Nearly half of 63 patients responded to monotherapy with the once-daily oral inhibitor of Bruton tyrosine kinase, and ibrutinib was generally well tolerated, according to the study (Blood. 2017;129:2224-32). The results prompted the U.S. Food and Drug Administration to grant accelerated approval of ibrutinib for patients with MZL who were previously treated with at least one prior anti-CD20–based therapy.
“MZL is frequently linked to chronic infection, which may induce B-cell receptor (BCR) signaling, resulting in aberrant B-cell survival and proliferation,” note the investigators, who were led by Ariela Noy, MD, a hematologic oncologist with the Lymphoma Service at the Memorial Sloan-Kettering Cancer Center, New York. “Single-agent ibrutinib induced durable responses with a favorable benefit–risk profile in patients with previously treated MZL, confirming the role of BCR signaling in this malignancy.”
“As the only approved therapy, ibrutinib provides a treatment option without chemotherapy for MZL,” they maintain. “Future studies will investigate ibrutinib in treatment-naive patients or as combination strategies in relapsed/refractory MZL.”
In the trial, which was funded by Pharmacyclics, an AbbVie Company, patients with MZL of all subtypes who had received at least one prior therapy with an anti-CD20 antibody–containing regimen were treated with 560 mg ibrutinib (Imbruvica) orally once daily. The median number of prior systemic therapies was two, and 63% had received prior chemoimmunotherapy.
The overall response rate, as assessed by an independent review committee using 2007 International Working Group criteria – the trial’s primary endpoint – was 48%, according to the published results. Benefit was similar across patients who differed regarding MZL subtype, number of prior regimen, and previous receipt of chemoimmunotherapy
After a 19.4-month median follow-up, the median duration of response was not reached, and median progression-free survival was 14.2 months.
The most common grade 3 or worse adverse events were anemia (14%), pneumonia (8%), and fatigue (6%). Serious adverse events of any grade affected 44% of patients. The most common was grade 3 or 4 pneumonia. Adverse events led to treatment discontinuation in 17% of patients and dose reductions in 10%.
“Due to evidence of pseudoprogression in our trial … biopsies may be warranted to differentiate between true lymphoma progression and immune-mediated antitumor response,” the investigators note.
Dr.

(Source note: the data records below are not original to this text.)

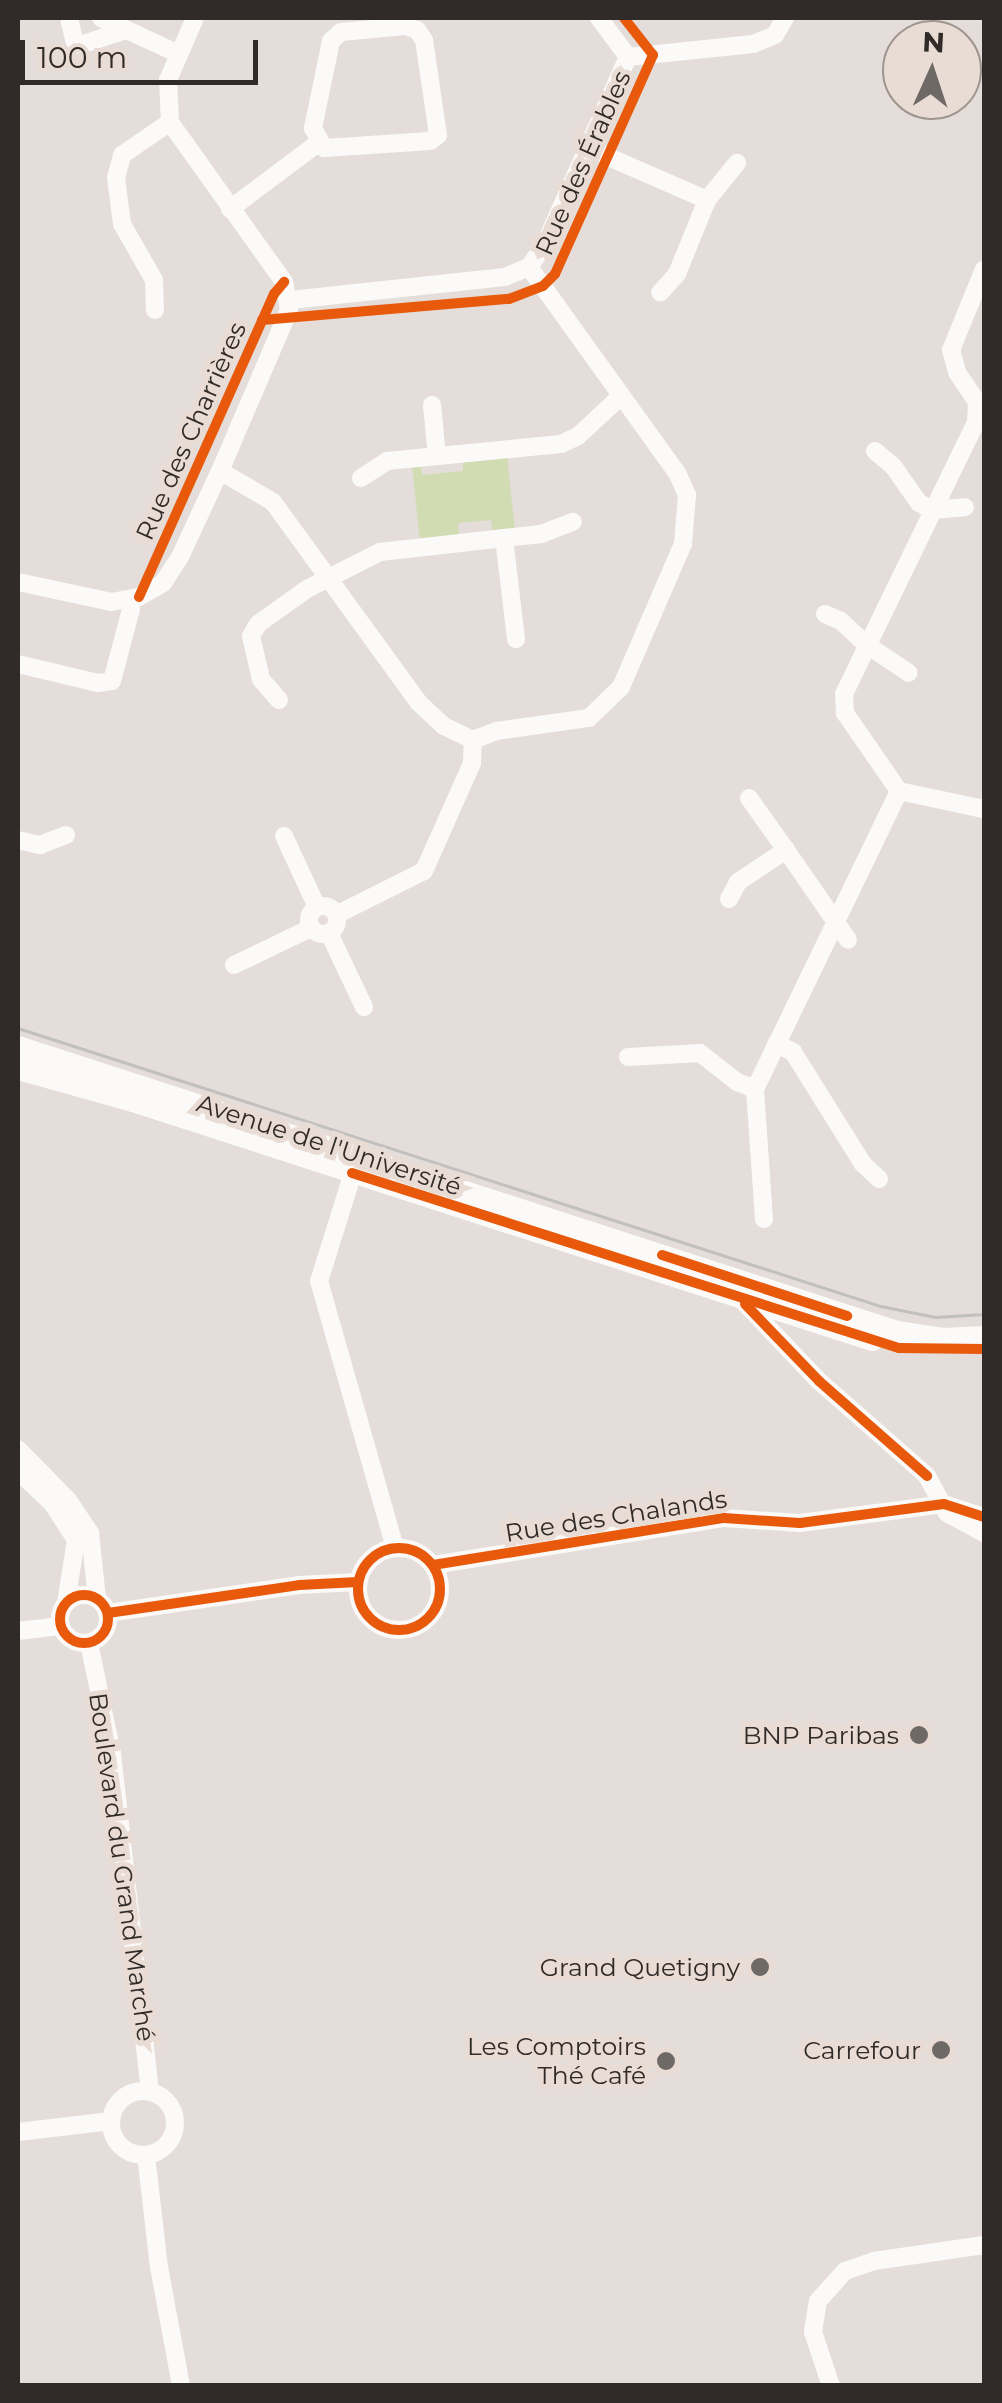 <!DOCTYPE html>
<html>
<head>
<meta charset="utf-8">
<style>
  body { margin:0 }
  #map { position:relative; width:1002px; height:2403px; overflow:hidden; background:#e4ddd9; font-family:Montserrat,sans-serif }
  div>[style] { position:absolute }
  .green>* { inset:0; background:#d1dcb3 }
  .minor>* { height:18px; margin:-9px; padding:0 9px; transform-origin:9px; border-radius:9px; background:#fbfaf9 }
  .minor>.ring { margin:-9px; padding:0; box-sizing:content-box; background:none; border:18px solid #fbfaf9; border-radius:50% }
  .major>* { height:22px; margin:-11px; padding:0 11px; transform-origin:11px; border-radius:11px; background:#fbfaf9 }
  .tram>* { height:2.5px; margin:-1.25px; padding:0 1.25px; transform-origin:1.25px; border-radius:1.25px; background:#c2c0bf }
  .cycleway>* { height:10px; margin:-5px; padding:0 5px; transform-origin:5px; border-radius:5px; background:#e8590c }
  .cycleway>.ring { margin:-5px; padding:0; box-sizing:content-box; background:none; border:10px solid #e8590c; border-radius:50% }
  .dots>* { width:28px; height:28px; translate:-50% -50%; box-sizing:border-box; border:5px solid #e8dcd4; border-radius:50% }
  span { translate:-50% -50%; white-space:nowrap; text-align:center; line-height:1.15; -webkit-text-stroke:10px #e8dcd4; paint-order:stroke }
  .street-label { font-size:25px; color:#302b28 }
  .poi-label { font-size:25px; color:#302b28 }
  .right { translate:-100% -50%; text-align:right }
  .frame { position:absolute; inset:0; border:20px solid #302b28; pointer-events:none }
  .north { position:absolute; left:882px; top:20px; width:100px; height:100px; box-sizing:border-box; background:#e8dcd4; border:2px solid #9e958f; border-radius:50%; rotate:3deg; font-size:28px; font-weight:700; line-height:40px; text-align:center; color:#302b28 }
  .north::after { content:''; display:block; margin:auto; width:35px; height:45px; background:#6f6966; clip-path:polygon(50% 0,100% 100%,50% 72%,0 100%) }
  .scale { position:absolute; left:20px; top:40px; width:238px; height:45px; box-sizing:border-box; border:5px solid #302b28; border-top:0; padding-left:12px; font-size:30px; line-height:35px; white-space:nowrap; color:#302b28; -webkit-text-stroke:8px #e8dcd4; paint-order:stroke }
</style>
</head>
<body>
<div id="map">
  <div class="green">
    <div style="clip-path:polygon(507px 456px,515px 531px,493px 534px,491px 520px,458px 523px,459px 537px,420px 541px,412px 466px,421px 465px,422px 475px,463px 471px,463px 460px)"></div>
  </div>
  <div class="minor">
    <div style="left:69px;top:18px;width:23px;rotate:77deg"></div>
    <div style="left:74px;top:40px;width:8px;rotate:40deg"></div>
    <div style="left:80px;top:45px;width:48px;rotate:-18.1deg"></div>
    <div style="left:101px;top:18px;width:86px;rotate:24.8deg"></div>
    <div style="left:405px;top:26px;width:13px;rotate:18deg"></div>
    <div style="left:417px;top:30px;width:12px;rotate:55deg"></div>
    <div style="left:424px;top:40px;width:96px;rotate:81.6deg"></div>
    <div style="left:438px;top:135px;width:10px;rotate:143deg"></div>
    <div style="left:430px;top:141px;width:106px;rotate:176.2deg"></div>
    <div style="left:324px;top:148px;width:23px;rotate:-119deg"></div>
    <div style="left:313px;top:128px;width:89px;rotate:-78.3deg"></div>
    <div style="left:331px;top:41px;width:13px;rotate:-42deg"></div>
    <div style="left:341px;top:32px;width:64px;rotate:-5.4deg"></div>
    <div style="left:628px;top:57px;width:126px;rotate:-5.9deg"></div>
    <div style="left:753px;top:44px;width:24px;rotate:-22deg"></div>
    <div style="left:775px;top:35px;width:20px;rotate:-60deg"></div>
    <div style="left:588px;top:148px;width:130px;rotate:23.6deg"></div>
    <div style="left:707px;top:200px;width:80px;rotate:112.1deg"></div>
    <div style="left:677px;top:274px;width:25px;rotate:132deg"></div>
    <div style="left:707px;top:200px;width:48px;rotate:-51deg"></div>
    <div style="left:230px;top:209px;width:110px;rotate:-36.9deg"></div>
    <div style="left:290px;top:300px;width:216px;rotate:-6.1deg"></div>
    <div style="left:505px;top:277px;width:26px;rotate:-23deg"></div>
    <div style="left:529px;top:267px;width:28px;rotate:-55deg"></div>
    <div style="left:545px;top:244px;width:205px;rotate:-66.1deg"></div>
    <div style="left:628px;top:57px;width:49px;rotate:-126.6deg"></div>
    <div style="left:155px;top:310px;width:30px;rotate:-92deg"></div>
    <div style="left:154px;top:280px;width:64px;rotate:-119.7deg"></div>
    <div style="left:122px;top:224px;width:46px;rotate:-97.4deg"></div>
    <div style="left:116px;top:178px;width:24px;rotate:-75deg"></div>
    <div style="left:122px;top:155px;width:58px;rotate:-34.5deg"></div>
    <div style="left:432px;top:405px;width:51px;rotate:84.4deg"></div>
    <div style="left:875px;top:451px;width:23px;rotate:40deg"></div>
    <div style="left:893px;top:466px;width:45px;rotate:54.9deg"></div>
    <div style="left:919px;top:503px;width:16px;rotate:27deg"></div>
    <div style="left:933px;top:510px;width:32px;rotate:-5deg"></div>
    <div style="left:220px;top:471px;width:61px;rotate:30.3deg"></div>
    <div style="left:273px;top:502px;width:248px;rotate:54deg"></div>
    <div style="left:419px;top:703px;width:34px;rotate:43deg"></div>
    <div style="left:444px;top:726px;width:32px;rotate:26deg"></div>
    <div style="left:473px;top:740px;width:25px;rotate:-21deg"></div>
    <div style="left:496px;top:731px;width:94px;rotate:-8deg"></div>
    <div style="left:589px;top:718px;width:45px;rotate:-44.1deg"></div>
    <div style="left:621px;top:687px;width:156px;rotate:-66.6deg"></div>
    <div style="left:683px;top:544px;width:49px;rotate:-85.3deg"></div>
    <div style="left:687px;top:495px;width:24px;rotate:-114deg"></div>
    <div style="left:677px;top:473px;width:254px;rotate:-125.7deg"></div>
    <div style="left:361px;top:478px;width:31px;rotate:-33deg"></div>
    <div style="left:387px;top:461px;width:175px;rotate:-5.6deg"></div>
    <div style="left:561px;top:444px;width:19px;rotate:-25deg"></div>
    <div style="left:578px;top:436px;width:59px;rotate:-42.9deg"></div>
    <div style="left:504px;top:538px;width:102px;rotate:83.2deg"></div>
    <div style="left:18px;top:582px;width:95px;rotate:12.1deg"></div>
    <div style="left:111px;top:602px;width:28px;rotate:-10deg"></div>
    <div style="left:139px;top:597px;width:28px;rotate:-30deg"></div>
    <div style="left:163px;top:583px;width:31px;rotate:-57deg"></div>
    <div style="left:180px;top:557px;width:95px;rotate:-65.1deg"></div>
    <div style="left:220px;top:471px;width:175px;rotate:-66.8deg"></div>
    <div style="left:289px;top:310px;width:28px;rotate:-100deg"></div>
    <div style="left:284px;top:282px;width:196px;rotate:-125.5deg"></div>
    <div style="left:170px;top:122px;width:42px;rotate:-92.7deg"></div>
    <div style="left:168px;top:80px;width:68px;rotate:-66.5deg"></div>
    <div style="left:825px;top:614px;width:17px;rotate:24deg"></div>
    <div style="left:841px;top:621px;width:35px;rotate:43deg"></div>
    <div style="left:867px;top:645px;width:50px;rotate:33.7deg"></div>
    <div style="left:18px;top:664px;width:82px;rotate:13.4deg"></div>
    <div style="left:98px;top:683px;width:14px;rotate:-8deg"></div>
    <div style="left:112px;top:681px;width:74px;rotate:-75.2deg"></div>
    <div style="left:131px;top:609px;width:9px;rotate:-108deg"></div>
    <div style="left:279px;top:700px;width:28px;rotate:-131deg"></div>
    <div style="left:261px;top:679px;width:44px;rotate:-103.1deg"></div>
    <div style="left:251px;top:636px;width:14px;rotate:-60deg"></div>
    <div style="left:258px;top:624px;width:60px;rotate:-35.5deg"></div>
    <div style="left:307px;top:589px;width:82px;rotate:-26.9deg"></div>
    <div style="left:380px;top:552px;width:162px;rotate:-6.4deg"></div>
    <div style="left:541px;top:534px;width:34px;rotate:-21deg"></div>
    <div style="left:899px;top:791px;width:87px;rotate:12deg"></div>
    <div style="left:749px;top:798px;width:64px;rotate:54.6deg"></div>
    <div style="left:284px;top:836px;width:78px;rotate:65.1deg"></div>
    <div style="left:18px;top:840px;width:23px;rotate:13deg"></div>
    <div style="left:40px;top:845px;width:28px;rotate:-21deg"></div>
    <div style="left:729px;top:899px;width:19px;rotate:-62deg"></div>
    <div style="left:738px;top:882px;width:58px;rotate:-33.7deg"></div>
    <div style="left:786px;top:850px;width:109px;rotate:55.4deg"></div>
    <div class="ring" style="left:309px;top:906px;width:10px;height:10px"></div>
    <div style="left:336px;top:915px;width:98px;rotate:-26.6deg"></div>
    <div style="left:424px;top:871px;width:118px;rotate:-66deg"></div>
    <div style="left:472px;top:763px;width:23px;rotate:-88deg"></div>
    <div style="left:329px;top:933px;width:82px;rotate:64.7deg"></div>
    <div style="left:234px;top:965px;width:85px;rotate:-25.7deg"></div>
    <div style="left:776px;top:1044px;width:19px;rotate:25deg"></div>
    <div style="left:793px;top:1052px;width:132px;rotate:58deg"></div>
    <div style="left:863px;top:1164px;width:22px;rotate:43deg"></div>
    <div style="left:628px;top:1057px;width:72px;rotate:-3.2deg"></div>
    <div style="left:700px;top:1053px;width:47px;rotate:38.1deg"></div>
    <div style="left:737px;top:1082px;width:19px;rotate:21deg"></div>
    <div style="left:357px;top:1160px;width:127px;rotate:107.4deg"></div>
    <div style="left:319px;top:1281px;width:278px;rotate:74.1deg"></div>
    <div style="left:764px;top:1219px;width:130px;rotate:-94deg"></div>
    <div style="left:755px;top:1089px;width:331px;rotate:-64.2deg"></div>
    <div style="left:899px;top:791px;width:95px;rotate:-124.7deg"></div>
    <div style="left:845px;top:713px;width:19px;rotate:-93deg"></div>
    <div style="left:844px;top:694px;width:302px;rotate:-64.1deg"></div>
    <div style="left:976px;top:422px;width:20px;rotate:-87deg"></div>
    <div style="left:977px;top:402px;width:36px;rotate:-124deg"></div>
    <div style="left:957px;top:372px;width:23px;rotate:-105deg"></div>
    <div style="left:951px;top:350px;width:87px;rotate:-67.8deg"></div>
    <div style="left:742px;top:1300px;width:112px;rotate:46.5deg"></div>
    <div style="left:819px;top:1381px;width:144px;rotate:41.3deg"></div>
    <div style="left:927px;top:1476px;width:42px;rotate:61.6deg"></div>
    <div style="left:947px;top:1513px;width:42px;rotate:28.4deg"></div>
    <div style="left:18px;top:1449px;width:71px;rotate:45.6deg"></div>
    <div style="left:68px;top:1500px;width:40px;rotate:56deg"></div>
    <div style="left:90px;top:1533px;width:65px;rotate:83.9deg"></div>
    <div style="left:18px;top:1471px;width:47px;rotate:43.3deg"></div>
    <div style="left:52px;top:1503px;width:44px;rotate:57deg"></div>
    <div style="left:76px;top:1540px;width:64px;rotate:99deg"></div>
    <div class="ring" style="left:358px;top:1548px;width:64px;height:64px"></div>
    <div style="left:433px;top:1565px;width:295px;rotate:-9.2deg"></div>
    <div style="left:724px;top:1518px;width:76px;rotate:3.8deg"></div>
    <div style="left:800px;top:1523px;width:145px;rotate:-7.5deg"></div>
    <div style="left:944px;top:1504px;width:42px;rotate:18deg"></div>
    <div class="ring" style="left:60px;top:1595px;width:30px;height:30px"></div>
    <div style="left:108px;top:1613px;width:193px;rotate:-8.3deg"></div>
    <div style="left:299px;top:1585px;width:59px;rotate:-2.9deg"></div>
    <div style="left:18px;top:1631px;width:43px;rotate:-6.6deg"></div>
    <div style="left:89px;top:1643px;width:112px;rotate:78.2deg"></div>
    <div style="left:112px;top:1753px;width:340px;rotate:83.6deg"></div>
    <div class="ring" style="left:111px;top:2091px;width:46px;height:46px"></div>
    <div style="left:18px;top:2132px;width:94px;rotate:-6.7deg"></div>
    <div style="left:146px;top:2155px;width:113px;rotate:83.4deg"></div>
    <div style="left:159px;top:2267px;width:121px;rotate:79.5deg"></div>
    <div style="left:831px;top:2386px;width:57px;rotate:-108.4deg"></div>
    <div style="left:813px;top:2332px;width:31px;rotate:-81deg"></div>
    <div style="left:818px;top:2301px;width:40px;rotate:-48deg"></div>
    <div style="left:845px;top:2271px;width:31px;rotate:-19deg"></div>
    <div style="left:874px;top:2261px;width:111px;rotate:-8.3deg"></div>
  </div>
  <div class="major">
    <div style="left:18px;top:1047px;width:924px;rotate:17.96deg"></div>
    <div style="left:897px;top:1332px;width:48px;rotate:8.5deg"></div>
    <div style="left:944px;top:1339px;width:40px;rotate:-2.9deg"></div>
    <div style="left:18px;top:1069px;width:119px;rotate:15.5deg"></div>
    <div style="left:133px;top:1101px;width:777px;rotate:17.92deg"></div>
  </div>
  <div class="tram">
    <div style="left:18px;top:1028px;width:907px;rotate:17.86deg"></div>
    <div style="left:881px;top:1306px;width:55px;rotate:11.5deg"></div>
    <div style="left:935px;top:1317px;width:49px;rotate:-3.5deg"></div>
  </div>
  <div class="cycleway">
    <div style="left:262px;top:320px;width:248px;rotate:-4.9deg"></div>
    <div style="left:509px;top:299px;width:36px;rotate:-21deg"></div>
    <div style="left:543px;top:286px;width:17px;rotate:-45deg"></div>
    <div style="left:555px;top:274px;width:240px;rotate:-65.9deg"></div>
    <div style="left:653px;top:55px;width:47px;rotate:-128.1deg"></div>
    <div style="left:139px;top:597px;width:332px;rotate:-66deg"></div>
    <div style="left:274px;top:294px;width:16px;rotate:-50deg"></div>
    <div style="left:352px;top:1173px;width:574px;rotate:17.74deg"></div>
    <div style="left:899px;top:1348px;width:85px;rotate:0.7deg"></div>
    <div style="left:662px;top:1255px;width:195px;rotate:18.2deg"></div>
    <div style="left:745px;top:1304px;width:107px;rotate:46.1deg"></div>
    <div style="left:819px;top:1381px;width:144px;rotate:41.3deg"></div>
    <div class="ring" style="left:358px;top:1548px;width:72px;height:72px"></div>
    <div style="left:433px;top:1565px;width:295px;rotate:-9.2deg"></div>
    <div style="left:724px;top:1518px;width:76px;rotate:3.8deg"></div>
    <div style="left:800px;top:1523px;width:145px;rotate:-7.5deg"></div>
    <div style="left:944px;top:1504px;width:42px;rotate:18deg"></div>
    <div class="ring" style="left:60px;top:1595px;width:38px;height:38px"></div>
    <div style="left:108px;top:1613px;width:193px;rotate:-8.3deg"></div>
    <div style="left:299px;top:1585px;width:59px;rotate:-2.9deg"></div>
  </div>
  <div class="dots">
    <div style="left:919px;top:1735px;background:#6f6966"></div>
    <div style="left:760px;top:1967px;background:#6f6966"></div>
    <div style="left:941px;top:2050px;background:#6f6966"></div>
    <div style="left:666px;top:2061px;background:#6f6966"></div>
  </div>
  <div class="street-label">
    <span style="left:583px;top:163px;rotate:-66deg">Rue des Érables</span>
    <span style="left:191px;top:431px;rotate:-66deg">Rue des Charrières</span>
    <span style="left:329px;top:1145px;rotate:18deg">Avenue de l'Université</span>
    <span style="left:616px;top:1516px;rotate:-9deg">Rue des Chalands</span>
    <span style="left:122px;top:1867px;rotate:82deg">Boulevard du Grand Marché</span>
  </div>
  <div class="poi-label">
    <span class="right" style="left:899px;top:1735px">BNP Paribas</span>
    <span class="right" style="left:740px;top:1967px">Grand Quetigny</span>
    <span class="right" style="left:646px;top:2061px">Les Comptoirs<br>Thé Café</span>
    <span class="right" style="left:921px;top:2050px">Carrefour</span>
  </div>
  <div class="frame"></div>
  <div class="north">N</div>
  <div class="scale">100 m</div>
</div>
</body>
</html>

Noy disclosed that she has received research funding from Pharmacyclics.
Key clinical point:
Major finding: The overall response rate was 48%, and the drug was well tolerated.
Data source: A multicenter, open-label phase II trial of ibrutinib in 63 patients with previously treated marginal zone lymphoma.
Disclosures: Dr. Noy disclosed that she has received research funding from Pharmacyclics. The trial was funded by Pharmacyclics, an AbbVie Company.